DATA FOR THIS TASK –
= Beginning of Section =

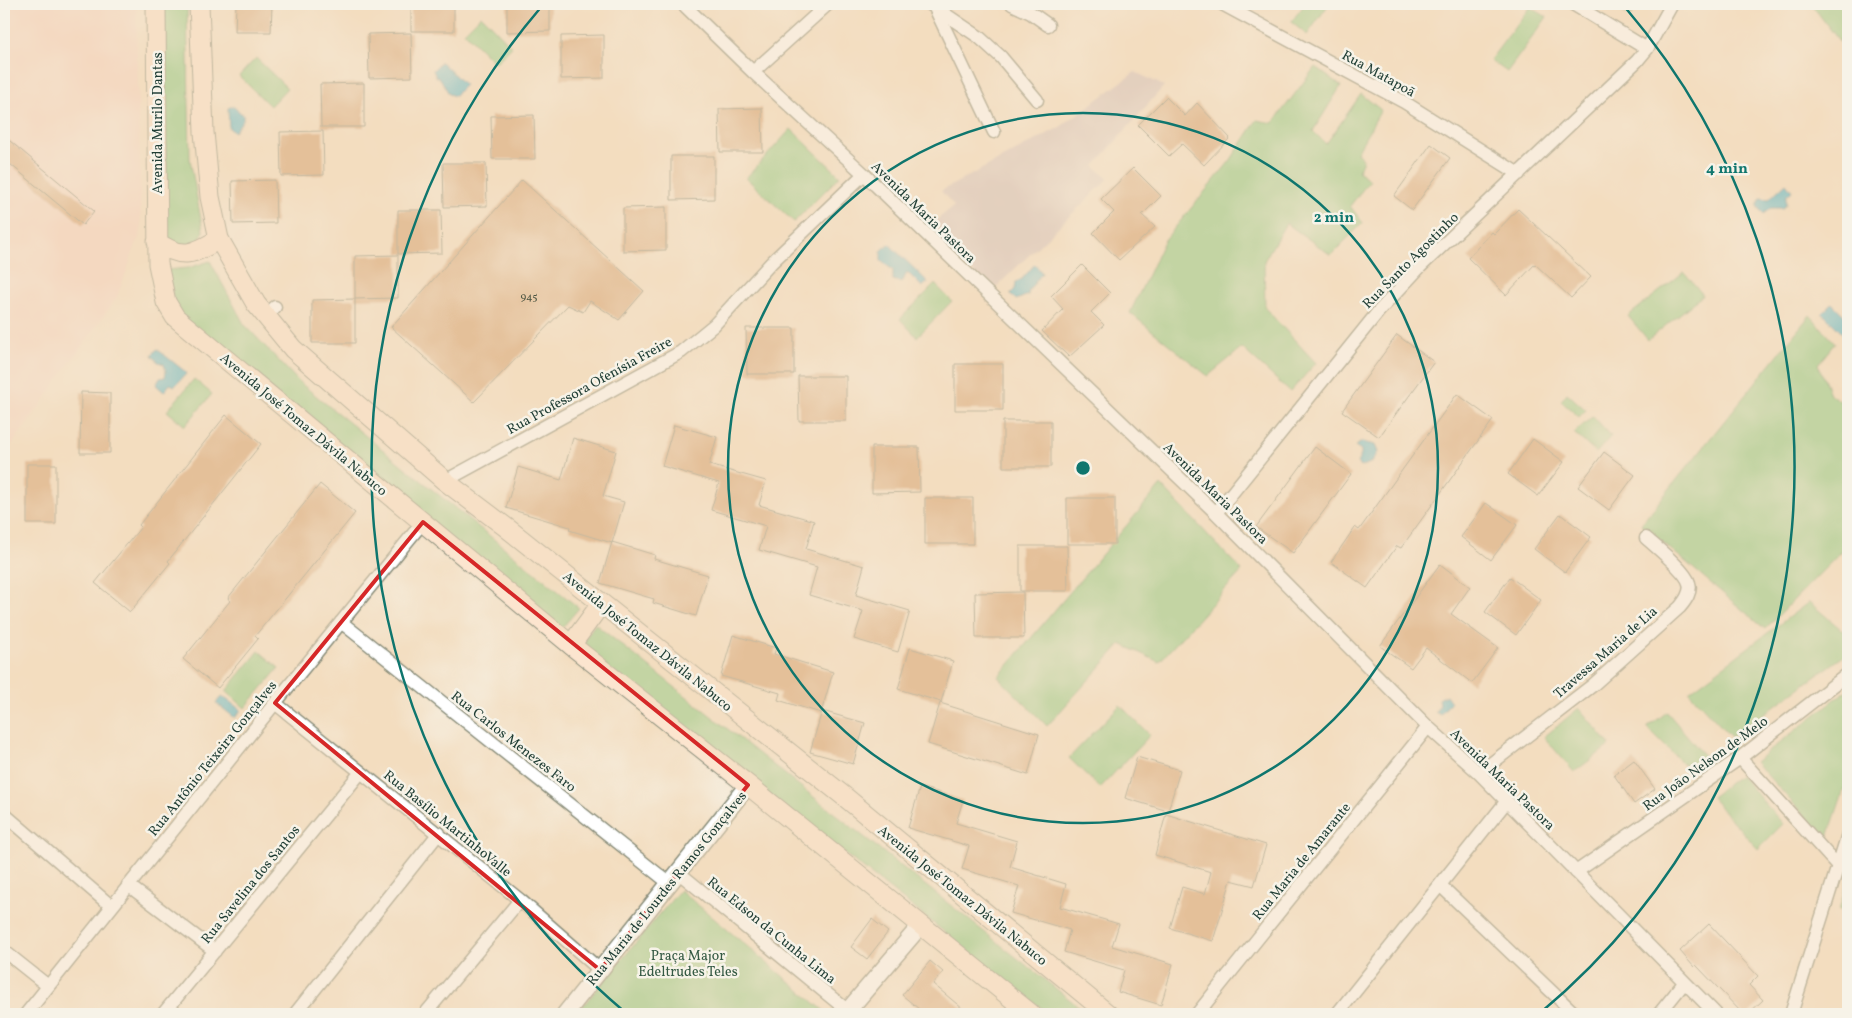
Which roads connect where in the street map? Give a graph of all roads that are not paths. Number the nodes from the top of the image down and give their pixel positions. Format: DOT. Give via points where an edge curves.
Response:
graph roads {
  1 [pos="156,4"];
  2 [pos="200,4"];
  3 [pos="683,4"];
  4 [pos="828,4"];
  5 [pos="1012,4"];
  6 [pos="1222,4"];
  7 [pos="1573,4"];
  8 [pos="1672,4"];
  9 [pos="935,5"];
  10 [pos="1048,25"];
  11 [pos="1647,49"];
  12 [pos="753,72"];
  13 [pos="1037,100"];
  14 [pos="994,132"];
  15 [pos="864,174"];
  16 [pos="1519,174"];
  17 [pos="219,239"];
  18 [pos="156,242"];
  19 [pos="445,481"];
  20 [pos="1216,512"];
  21 [pos="423,522"];
  22 [pos="1646,538"];
  23 [pos="601,604"];
  24 [pos="340,622"];
  25 [pos="571,645"];
  26 [pos="1848,674"];
  27 [pos="275,703"];
  28 [pos="1428,727"];
  29 [pos="1740,758"];
  30 [pos="361,772"];
  31 [pos="1479,774"];
  32 [pos="748,785"];
  33 [pos="1506,802"];
  34 [pos="4,814"];
  35 [pos="438,833"];
  36 [pos="1848,834"];
  37 [pos="1838,866"];
  38 [pos="1576,872"];
  39 [pos="674,878"];
  40 [pos="128,885"];
  41 [pos="1440,885"];
  42 [pos="520,900"];
  43 [pos="111,906"];
  44 [pos="921,925"];
  45 [pos="4,951"];
  46 [pos="215,951"];
  47 [pos="600,970"];
  48 [pos="1684,983"];
  49 [pos="48,986"];
  50 [pos="846,1013"];
  51 [pos="26,1014"];
  52 [pos="163,1014"];
  53 [pos="295,1014"];
  54 [pos="425,1014"];
  55 [pos="565,1014"];
  56 [pos="1031,1014"];
  57 [pos="1108,1014"];
  58 [pos="1197,1014"];
  59 [pos="1337,1014"];
  60 [pos="1575,1014"];
  61 [pos="1659,1014"];
  62 [pos="1716,1014"];
  63 [pos="1791,1014"];
  1 -- 18 [label="main road, Avenida Murilo Dantas"];
  2 -- 17 [label="main road" via="204,132 210,197"];
  3 -- 12 [label="street, Avenida Maria Pastora"];
  4 -- 12 [label="street"];
  5 -- 10 [label="street"];
  6 -- 16 [label="street, Rua Matapoã" via="1404,102"];
  7 -- 11 [label="street"];
  8 -- 11 [label="street, Rua Santo Agostinho"];
  9 -- 13 [label="street" via="1001,57"];
  9 -- 14 [label="street"];
  11 -- 16 [label="street, Rua Santo Agostinho"];
  12 -- 15 [label="street, Avenida Maria Pastora"];
  15 -- 19 [label="street, Rua Professora Ofenísia Freire" via="772,262 714,325 680,352"];
  15 -- 20 [label="street, Avenida Maria Pastora"];
  16 -- 20 [label="street, Rua Santo Agostinho" via="1420,266 1378,312"];
  17 -- 18 [label="main road" via="199,251 186,253 174,252"];
  17 -- 19 [label="main road, Avenida José Tomaz Dávila Nabuco" via="256,304 270,311 293,349"];
  18 -- 21 [label="main road, Avenida José Tomaz Dávila Nabuco" via="162,290 175,317"];
  19 -- 23 [label="main road, Avenida José Tomaz Dávila Nabuco"];
  20 -- 28 [label="street, Avenida Maria Pastora"];
  21 -- 24 [label="street, Rua Antônio Teixeira Gonçalves"];
  21 -- 25 [label="main road, Avenida José Tomaz Dávila Nabuco"];
  22 -- 31 [label="street, Travessa Maria de Lia" via="1690,583 1685,601 1594,685"];
  23 -- 25 [label="main road"];
  23 -- 57 [label="main road, Avenida José Tomaz Dávila Nabuco" via="845,798"];
  24 -- 27 [label="street, Rua Antônio Teixeira Gonçalves"];
  24 -- 39 [label="street, Rua Carlos Menezes Faro"];
  25 -- 32 [label="main road, Avenida José Tomaz Dávila Nabuco"];
  26 -- 29 [label="street, Rua João Nelson de Melo"];
  27 -- 30 [label="street, Rua Basílio MartinhoValle"];
  27 -- 40 [label="street, Rua Antônio Teixeira Gonçalves"];
  28 -- 31 [label="street, Avenida Maria Pastora"];
  28 -- 58 [label="street, Rua Maria de Amarante"];
  29 -- 37 [label="street"];
  29 -- 38 [label="street, Rua João Nelson de Melo"];
  30 -- 35 [label="street, Rua Basílio MartinhoValle"];
  30 -- 46 [label="street, Rua Savelina dos Santos"];
  31 -- 33 [label="street, Avenida Maria Pastora"];
  32 -- 39 [label="street, Rua Maria de Lourdes Ramos Gonçalves"];
  32 -- 44 [label="main road, Avenida José Tomaz Dávila Nabuco"];
  33 -- 38 [label="street, Avenida Maria Pastora"];
  33 -- 41 [label="street"];
  34 -- 43 [label="street"];
  35 -- 42 [label="street, Rua Basílio MartinhoValle"];
  35 -- 53 [label="street"];
  36 -- 37 [label="street"];
  37 -- 63 [label="street"];
  38 -- 48 [label="street, Avenida Maria Pastora"];
  39 -- 47 [label="street, Rua Maria de Lourdes Ramos Gonçalves"];
  39 -- 50 [label="street, Rua Edson da Cunha Lima"];
  40 -- 43 [label="street, Rua Antônio Teixeira Gonçalves"];
  40 -- 46 [label="street"];
  41 -- 59 [label="street"];
  41 -- 60 [label="street"];
  42 -- 47 [label="street, Rua Basílio MartinhoValle"];
  42 -- 54 [label="street"];
  43 -- 49 [label="street, Rua Antônio Teixeira Gonçalves"];
  44 -- 50 [label="street"];
  44 -- 56 [label="main road, Avenida José Tomaz Dávila Nabuco"];
  45 -- 49 [label="street"];
  46 -- 52 [label="street, Rua Savelina dos Santos"];
  47 -- 55 [label="street, Rua Maria de Lourdes Ramos Gonçalves"];
  48 -- 61 [label="street"];
  48 -- 62 [label="street, Avenida Maria Pastora"];
  49 -- 51 [label="street, Rua Antônio Teixeira Gonçalves"];
}
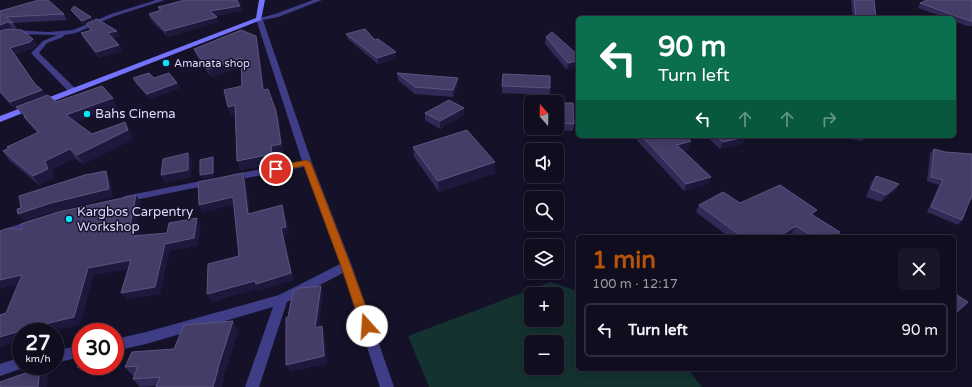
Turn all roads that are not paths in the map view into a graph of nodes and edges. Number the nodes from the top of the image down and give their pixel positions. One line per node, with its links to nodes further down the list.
1 (162, 0): 5 (street)
2 (262, 0): 4 (main road)
3 (319, 0): 4 (street)
4 (258, 19): 7 (main road); 9 (street)
5 (74, 32): 6 (street); 7 (street)
6 (0, 35)
7 (72, 91): 8 (main road)
8 (0, 118)
9 (307, 163): 10 (street); 13 (street)
10 (117, 201)
11 (46, 220): 12 (street)
12 (0, 235)
13 (346, 266): 14 (street); 19 (street)
14 (282, 299): 15 (street); 18 (street)
15 (124, 343)
16 (12, 366): 17 (street)
17 (0, 370)
18 (252, 387)
19 (387, 387)

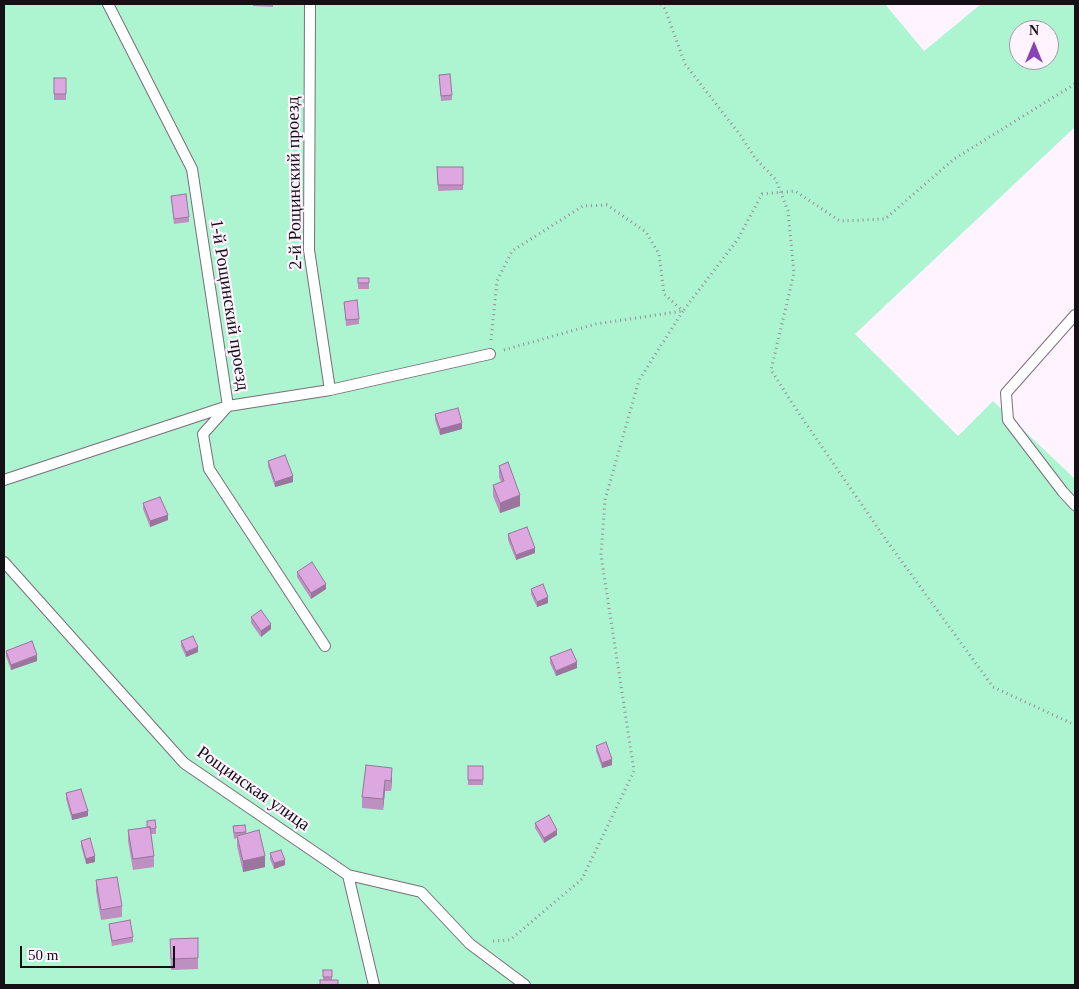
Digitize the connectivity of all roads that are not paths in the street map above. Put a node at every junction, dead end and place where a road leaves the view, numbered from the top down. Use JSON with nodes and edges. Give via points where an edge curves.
{"nodes":[{"id":1,"x":108,"y":4,"type":"edge"},
{"id":2,"x":310,"y":4,"type":"edge"},
{"id":3,"x":1075,"y":315,"type":"edge"},
{"id":4,"x":490,"y":354,"type":"road end"},
{"id":5,"x":330,"y":390,"type":"junction"},
{"id":6,"x":228,"y":406,"type":"junction"},
{"id":7,"x":4,"y":480,"type":"edge"},
{"id":8,"x":1075,"y":506,"type":"edge"},
{"id":9,"x":4,"y":562,"type":"edge"},
{"id":10,"x":325,"y":646,"type":"dead end"},
{"id":11,"x":348,"y":874,"type":"junction"},
{"id":12,"x":374,"y":985,"type":"edge"},
{"id":13,"x":525,"y":985,"type":"edge"}],
"edges":[{"from":1,"to":6,"type":"lane","name":"1-й Рощинский проезд","via":[[192,169]]},
{"from":2,"to":5,"type":"lane","name":"2-й Рощинский проезд","via":[[309,250]]},
{"from":3,"to":8,"type":"lane","via":[[1006,393],[1008,420]]},
{"from":4,"to":5,"type":"lane"},
{"from":5,"to":6,"type":"lane"},
{"from":6,"to":7,"type":"lane"},
{"from":6,"to":10,"type":"lane","name":"1-й Рощинский проезд","via":[[202,434],[209,468]]},
{"from":9,"to":11,"type":"lane","name":"Рощинская улица","via":[[184,762]]},
{"from":11,"to":12,"type":"lane"},
{"from":11,"to":13,"type":"lane","name":"Рощинская улица","via":[[420,892],[470,944]]}]}
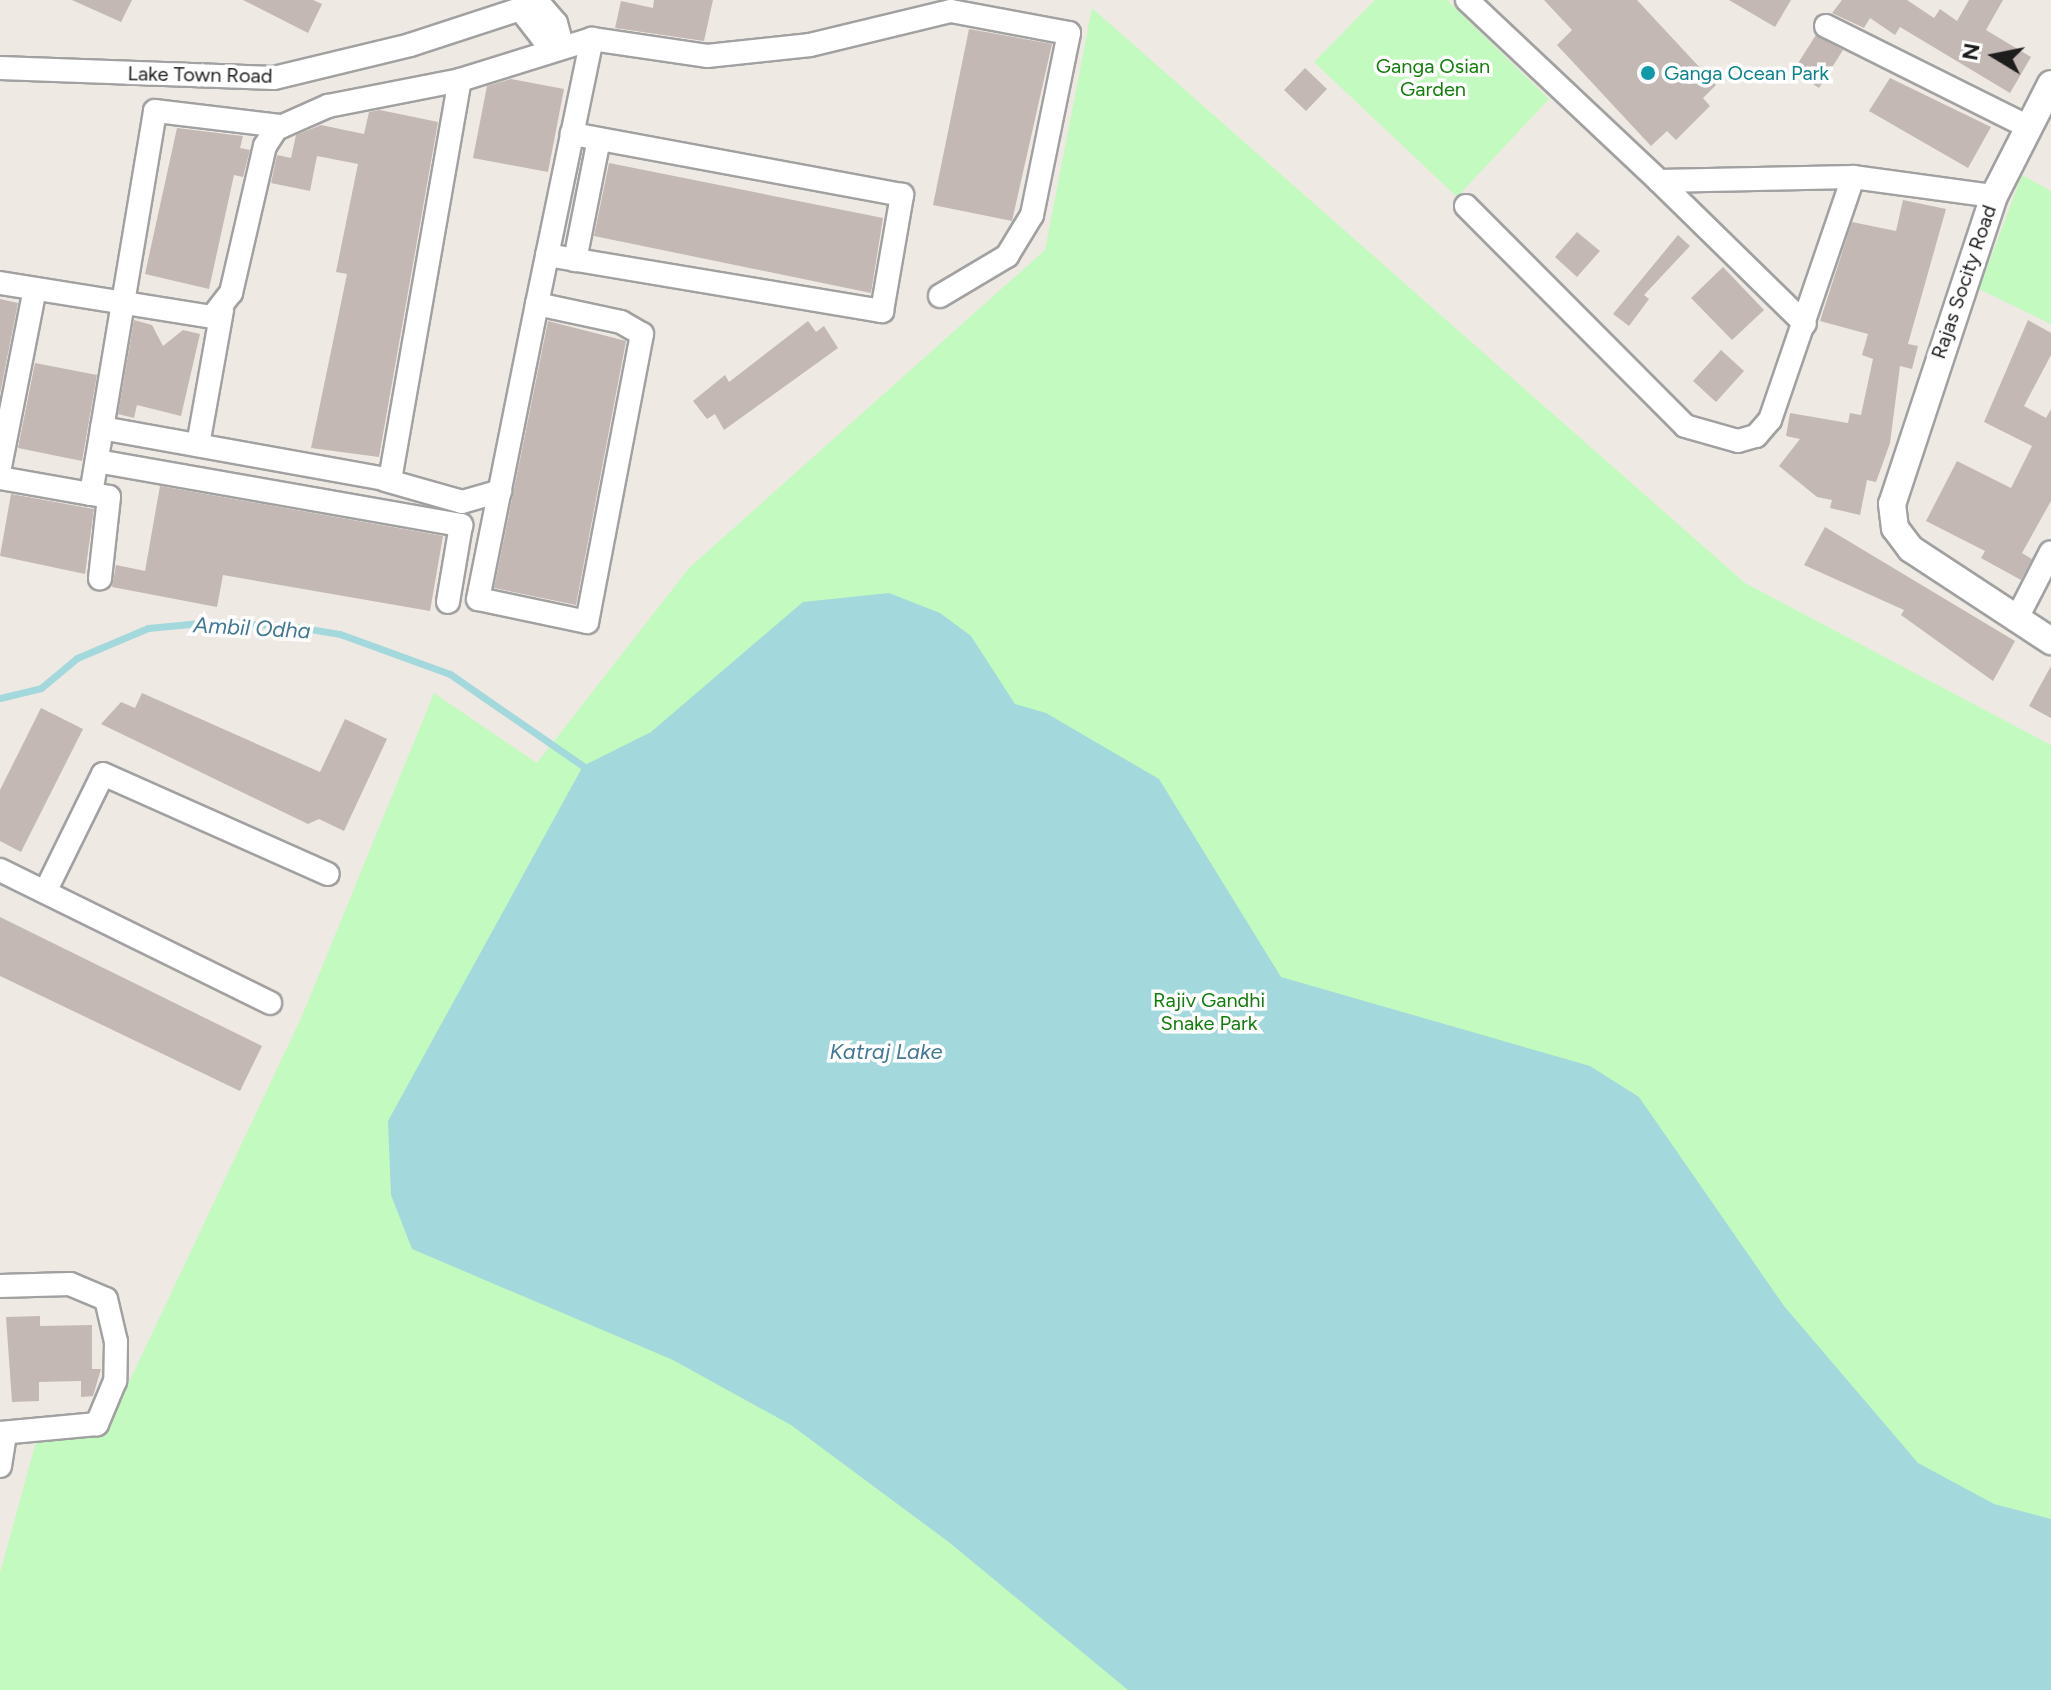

= End of Section =

REQUIRED WORK –
Pull every line with "edges" from the records.

RESPONSE BOX –
Turn all roads that are not paths in the map view into a graph of nodes and edges. Number the nodes from the top of the image down and give their pixel positions. One line per node, with its links to nodes further down the list.
Digitize the connectivity of all roads that are not paths in the street map above. Put a node at every junction, dead end and place where a road leaves the view, numbered from the top down. Use JSON with nodes and edges. Give via points where an edge curves.
"edges":[{"from":1,"to":6,"type":"lane","name":"1-й Рощинский проезд","via":[[192,169]]},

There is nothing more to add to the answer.